第1章 浮気調査の目的と着地点(ステップ2)
事実を知る必要性
調査を依頼するにあたって、すでに離婚を考えている方もいらっしゃいますし、離婚までは・・・という方もいらっしゃいます。
調査依頼の目的は明確になったけれど、まだ心の中に迷いがある方もいらっしゃるでしょう。その点では、離婚を前提に調査を依頼される方は、もう迷いも吹っ切れているはずです。
しかし、「たぶん浮気をしているだろう」「何とかやり直したい」と考えている方の場合、浮気をしていたとしたら、実際にどの程度の浮気なのか知りたいけれど知るのが怖いという心理が働いているはずです。
次の章へ進む前に、ここでお伝えしておきたいことは、「事実を知る必要性」ということです。

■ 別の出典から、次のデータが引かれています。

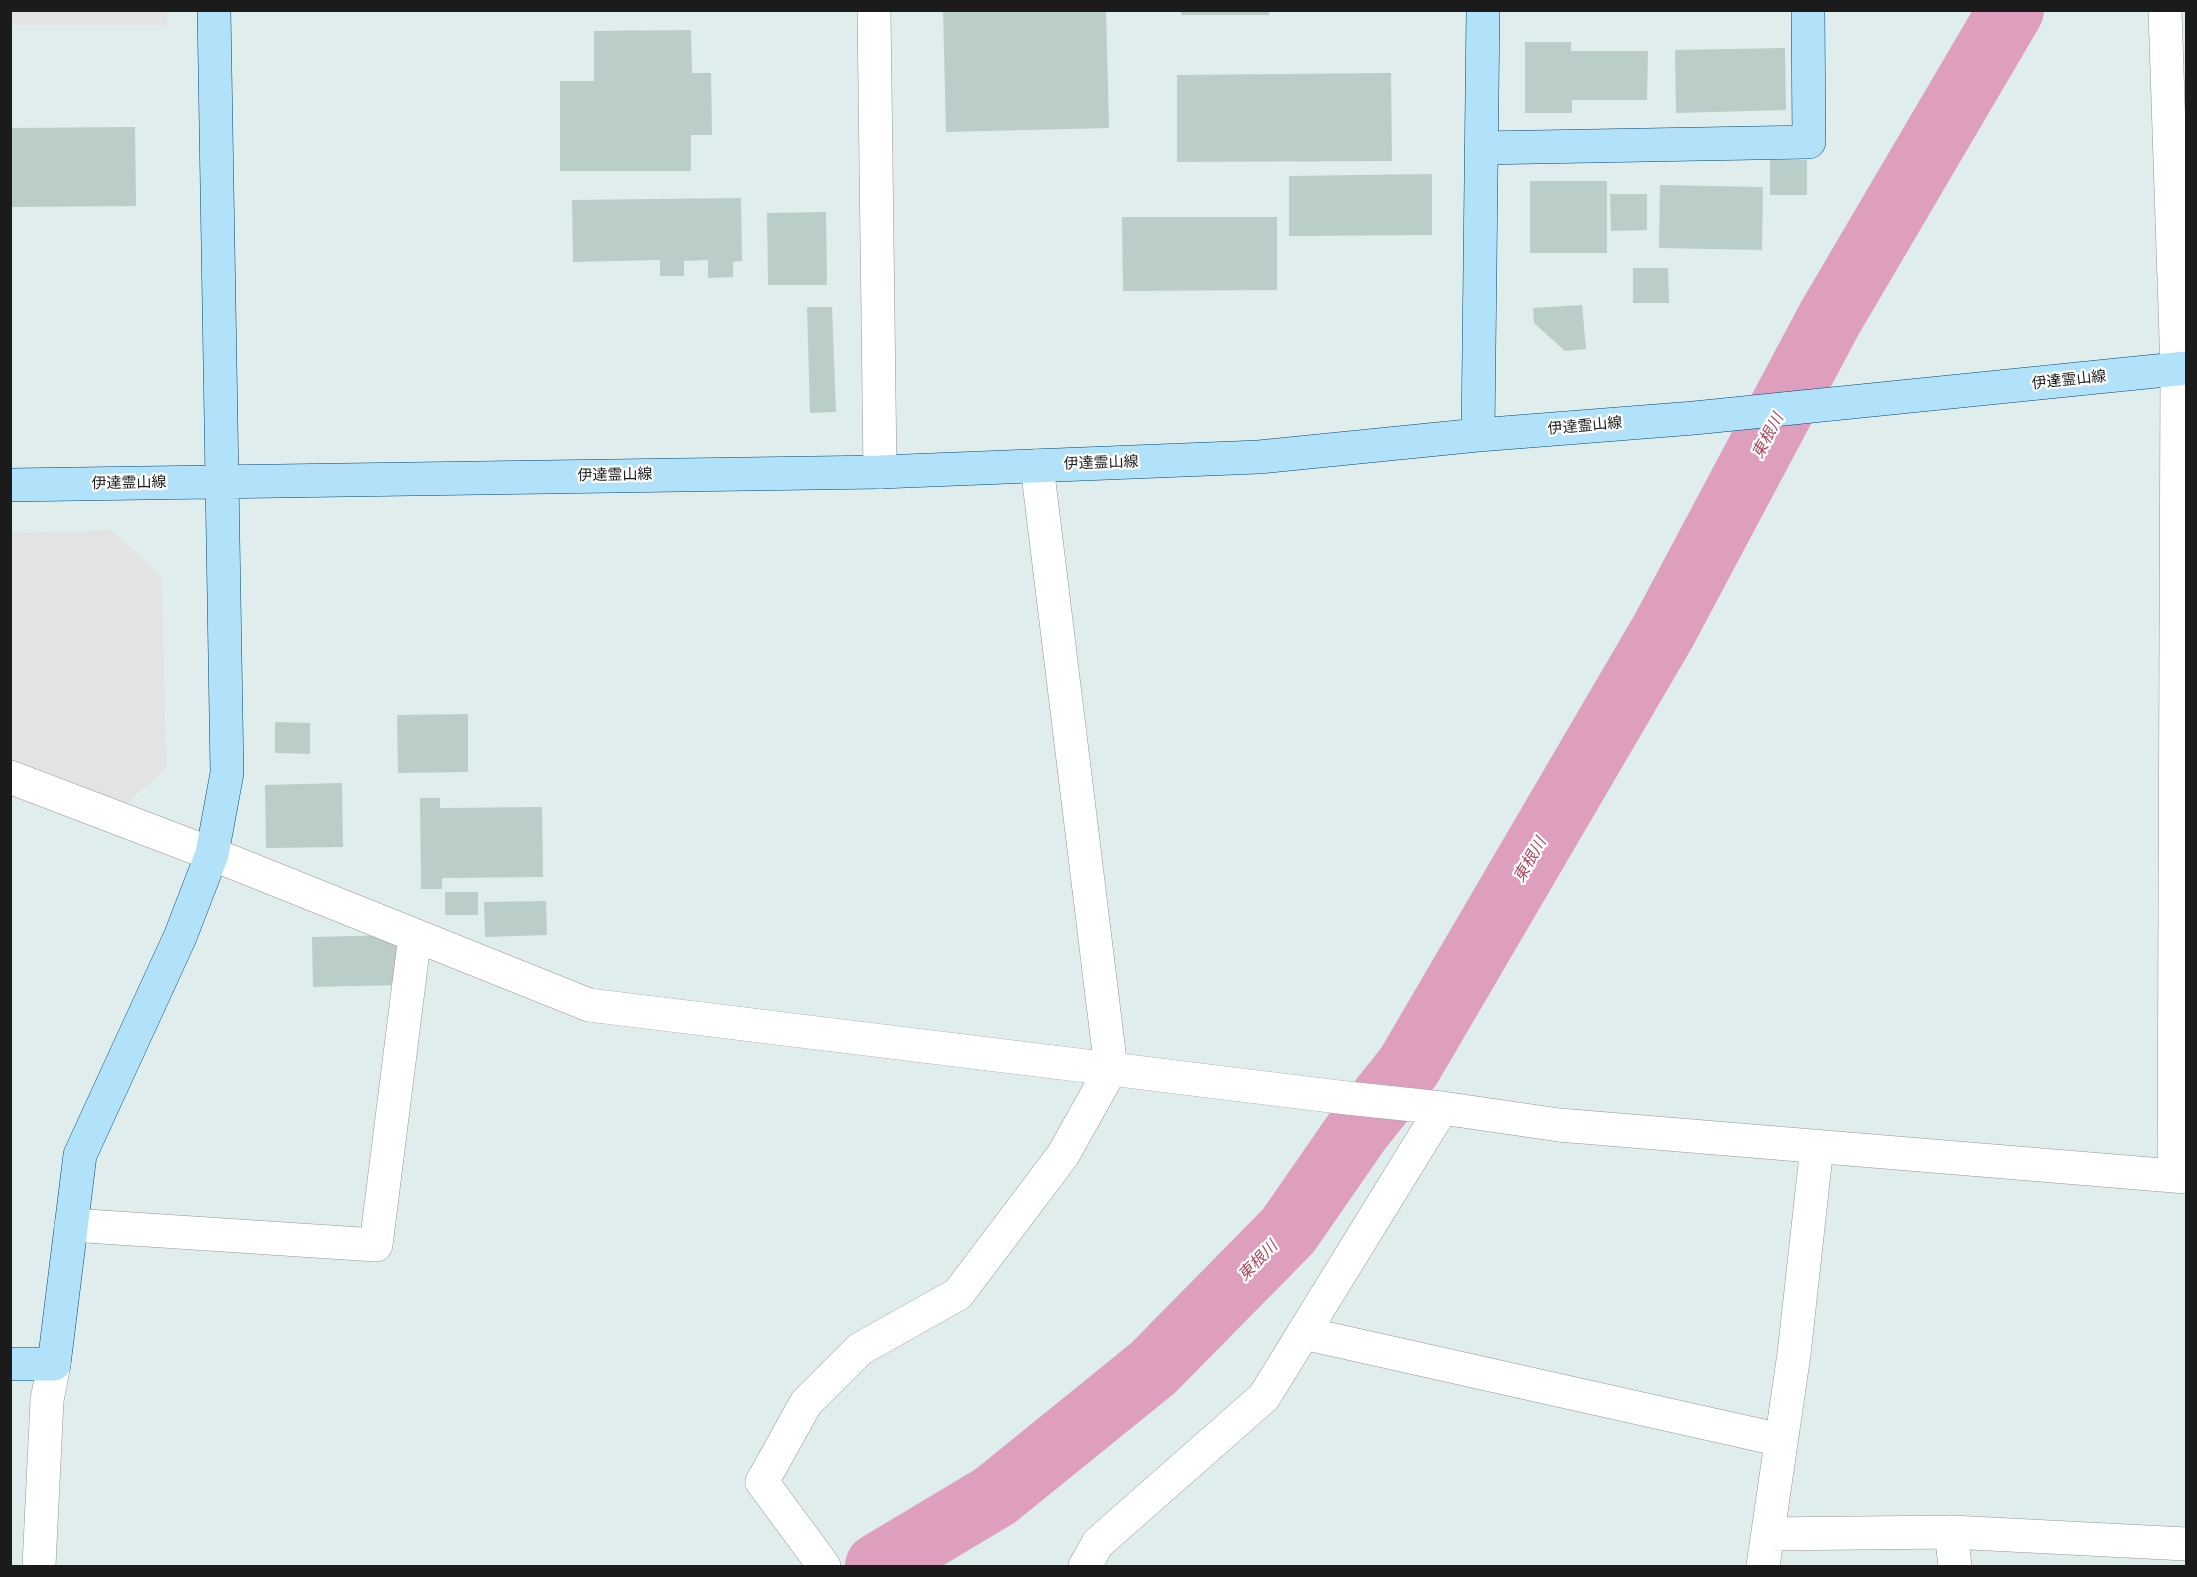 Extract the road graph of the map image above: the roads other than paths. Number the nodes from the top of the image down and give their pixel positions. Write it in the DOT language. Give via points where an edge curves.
graph roads {
  1 [pos="214,10"];
  2 [pos="874,10"];
  3 [pos="1483,10"];
  4 [pos="1808,10"];
  5 [pos="2165,10"];
  6 [pos="2178,143"];
  7 [pos="1481,148"];
  8 [pos="2182,369"];
  9 [pos="1478,435"];
  10 [pos="1037,465"];
  11 [pos="880,472"];
  12 [pos="221,481"];
  13 [pos="10,485"];
  14 [pos="10,777"];
  15 [pos="212,854"];
  16 [pos="415,935"];
  17 [pos="1111,1069"];
  18 [pos="1442,1107"];
  19 [pos="1817,1146"];
  20 [pos="2180,1176"];
  21 [pos="71,1225"];
  22 [pos="1303,1333"];
  23 [pos="10,1364"];
  24 [pos="54,1364"];
  25 [pos="1781,1440"];
  26 [pos="1952,1532"];
  27 [pos="1768,1534"];
  28 [pos="2187,1544"];
  29 [pos="39,1566"];
  30 [pos="824,1566"];
  31 [pos="1085,1566"];
  32 [pos="1763,1566"];
  33 [pos="1955,1566"];
  1 -- 12 [label="street"];
  2 -- 11 [label="street"];
  3 -- 7 [label="street"];
  4 -- 7 [label="street" via="1809,142"];
  5 -- 6 [label="street"];
  6 -- 8 [label="street"];
  7 -- 9 [label="street"];
  8 -- 9 [label="street, 伊達霊山線" via="1694,418"];
  8 -- 20 [label="street"];
  9 -- 10 [label="street, 伊達霊山線" via="1258,457"];
  10 -- 11 [label="street, 伊達霊山線"];
  10 -- 17 [label="street"];
  11 -- 12 [label="street, 伊達霊山線"];
  12 -- 13 [label="street, 伊達霊山線"];
  12 -- 15 [label="street" via="227,773"];
  14 -- 15 [label="street"];
  15 -- 16 [label="street"];
  15 -- 21 [label="street" via="180,937 80,1155"];
  16 -- 17 [label="street" via="589,1005"];
  16 -- 21 [label="street" via="376,1245"];
  17 -- 18 [label="street"];
  17 -- 30 [label="street" via="1063,1155 958,1294 860,1349 806,1403 762,1482"];
  18 -- 19 [label="street" via="1559,1125"];
  18 -- 22 [label="street"];
  19 -- 20 [label="street"];
  19 -- 25 [label="street"];
  21 -- 24 [label="street"];
  22 -- 25 [label="street"];
  22 -- 31 [label="street" via="1264,1397 1098,1543"];
  23 -- 24 [label="street"];
  24 -- 29 [label="street" via="47,1400"];
  25 -- 27 [label="street"];
  26 -- 27 [label="street"];
  26 -- 28 [label="street"];
  26 -- 33 [label="street"];
  27 -- 32 [label="street"];
}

まず経済的な点では、パートナーが浮気に費やしているお金です。
例えば月に3万円を浮気に使っているとします。年間にしてみると36万円になります。これが、月に5万円、10万円だったとしたらどうですか?
次に、ここはとても重要なところですが、浮気を知っていながら3年経過すると時効になる可能性があるという点です。
(民法第724条 不法行為による損害賠償の請求権は、被害者又はその法定代理人が損害及び加害者を知った時から三年間行使しないときは、時効によって消滅する。不法行為の時から二十年を経過したときも、同様とする。)
つまり、浮気を知りながら“黙認していた”とみなされてしまう訳です。
この場合、離婚調停などになると不利な立場になることもありますので注意が必要です。
また、「いずれは浮気をやめてくれるだろう」「もう少し様子を見て・・・」と数年が経過した場合です。
いざ離婚をしようと浮気の証拠を集めたとしても、その時には「すでに夫婦の関係は破綻していた」として不貞行為とみなされないケースもあります。
この点からも、浮気をしていると思える場合、また離婚を考えているのなら、事実を知り証拠をつかむためにも、浮気調査は早目に行った方が賢明です。